Several hospitals, government and private, had to partially or completely shut down operations after asymptomatic patients tested positive for Covid-19. In most hospitals, nurses got infected in larger numbers than doctors.
Many nurses, particularly in private hospitals and nursing homes, are from outside Bengal or districts and they stay in groups at accommodations provided by their employers. So, the infection spreads among them faster than doctors or others involved in healthcare.
Charnock Hospital, in New Town, was partially shut for a month after 22 nurses and two doctors had tested positive for Covid-19. Around 50 other nurses were quarantined.
Officials had said the infection had spread from asymptomatic patients who were admitted to the hospital for other ailments.
“The hospital had to be shut down partly because of so many nurses becoming unavailable suddenly. Another reason was fumigation,” said Ipsita Kundu, the CEO of Charnock Hospital, which reopened on Thursday and resumed operations on a smaller scale.

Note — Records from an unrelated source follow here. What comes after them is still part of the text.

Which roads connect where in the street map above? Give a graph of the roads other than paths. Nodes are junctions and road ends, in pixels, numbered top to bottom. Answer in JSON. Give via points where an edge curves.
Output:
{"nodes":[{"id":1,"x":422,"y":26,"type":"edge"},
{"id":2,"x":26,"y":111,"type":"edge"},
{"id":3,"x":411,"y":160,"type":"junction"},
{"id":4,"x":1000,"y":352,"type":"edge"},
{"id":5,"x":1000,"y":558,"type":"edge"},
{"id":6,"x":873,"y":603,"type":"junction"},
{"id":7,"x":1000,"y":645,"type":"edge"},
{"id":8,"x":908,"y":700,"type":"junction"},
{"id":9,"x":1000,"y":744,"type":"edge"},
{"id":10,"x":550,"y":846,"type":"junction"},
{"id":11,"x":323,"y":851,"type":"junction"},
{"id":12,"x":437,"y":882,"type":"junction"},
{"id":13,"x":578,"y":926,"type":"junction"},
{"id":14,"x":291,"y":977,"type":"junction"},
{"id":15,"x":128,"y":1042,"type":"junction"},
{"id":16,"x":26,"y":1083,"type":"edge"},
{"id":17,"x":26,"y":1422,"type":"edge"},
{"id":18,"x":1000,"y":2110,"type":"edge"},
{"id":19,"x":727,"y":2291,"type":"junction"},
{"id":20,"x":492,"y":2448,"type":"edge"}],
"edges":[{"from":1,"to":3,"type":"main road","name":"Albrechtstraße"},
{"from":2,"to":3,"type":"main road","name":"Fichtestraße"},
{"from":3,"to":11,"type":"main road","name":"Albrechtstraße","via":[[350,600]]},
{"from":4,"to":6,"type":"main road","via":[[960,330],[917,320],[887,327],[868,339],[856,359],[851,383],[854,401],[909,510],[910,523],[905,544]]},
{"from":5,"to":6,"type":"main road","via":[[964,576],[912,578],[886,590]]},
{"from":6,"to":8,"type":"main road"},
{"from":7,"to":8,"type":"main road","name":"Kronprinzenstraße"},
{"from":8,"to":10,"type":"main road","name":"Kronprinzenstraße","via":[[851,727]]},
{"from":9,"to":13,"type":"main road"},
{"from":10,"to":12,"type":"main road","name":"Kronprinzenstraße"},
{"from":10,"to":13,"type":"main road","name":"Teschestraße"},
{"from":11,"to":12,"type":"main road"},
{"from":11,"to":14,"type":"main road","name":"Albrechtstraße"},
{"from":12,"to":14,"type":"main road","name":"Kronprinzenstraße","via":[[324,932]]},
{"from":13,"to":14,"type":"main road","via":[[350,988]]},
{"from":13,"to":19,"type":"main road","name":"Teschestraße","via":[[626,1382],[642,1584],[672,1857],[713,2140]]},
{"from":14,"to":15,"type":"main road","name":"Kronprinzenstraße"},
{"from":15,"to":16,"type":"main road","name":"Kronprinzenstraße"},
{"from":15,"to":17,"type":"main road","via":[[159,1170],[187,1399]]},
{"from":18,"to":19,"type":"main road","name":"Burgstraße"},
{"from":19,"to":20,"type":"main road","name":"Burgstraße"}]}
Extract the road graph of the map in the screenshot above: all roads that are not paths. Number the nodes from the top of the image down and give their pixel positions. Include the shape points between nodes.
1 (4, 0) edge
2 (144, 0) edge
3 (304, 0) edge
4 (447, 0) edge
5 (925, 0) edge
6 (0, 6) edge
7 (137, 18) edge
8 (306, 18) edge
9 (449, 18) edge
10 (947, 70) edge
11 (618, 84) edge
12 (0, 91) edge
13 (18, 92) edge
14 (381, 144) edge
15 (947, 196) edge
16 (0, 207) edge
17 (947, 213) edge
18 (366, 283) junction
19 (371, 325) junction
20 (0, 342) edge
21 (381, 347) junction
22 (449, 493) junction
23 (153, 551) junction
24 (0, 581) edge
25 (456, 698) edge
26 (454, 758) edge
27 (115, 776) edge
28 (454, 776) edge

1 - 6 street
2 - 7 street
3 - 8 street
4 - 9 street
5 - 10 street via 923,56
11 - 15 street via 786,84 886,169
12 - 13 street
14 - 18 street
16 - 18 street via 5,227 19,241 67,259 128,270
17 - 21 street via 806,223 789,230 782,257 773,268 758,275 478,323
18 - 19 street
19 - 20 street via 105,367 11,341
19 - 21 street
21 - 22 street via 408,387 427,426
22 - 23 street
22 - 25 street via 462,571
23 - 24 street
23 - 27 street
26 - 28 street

“We now need 50 nurses to run the hospital. Rosters have been prepared and every group of nurses will work for seven days at a stretch. The first batch has been put up at the hospital,” said Kundu.
The hospital has been divided into three zones — red, orange and green. “Each zone has its own set of nurses. Their accommodations on the hospital campus are different,” the CEO said.
Before reopening, the nurses and other employees had been trained afresh in dealing with patients.
At Peerless Hospital, which, too, had suspended admissions after many doctors and nurses got infected, the nurses are being re-trained in the new treatment protocol.
“It’s not possible to keep all nurses in the hospital…. So, most hospitals are making arrangements for nurses’ stay on the premises in batches,” the CEO of a private hospital said.
At RN Tagore International Institute of Cardiac Sciences, too, nurses deployed in Covid-19 wards have been staying on the Mukundapur campus in batches.
“Steps have been taken to ensure nurses who are working together, stay together, so chances of cross-infection get reduced,” said R. Venkatesh, director, eastern region, Narayana Health, which runs RN Tagore hospital.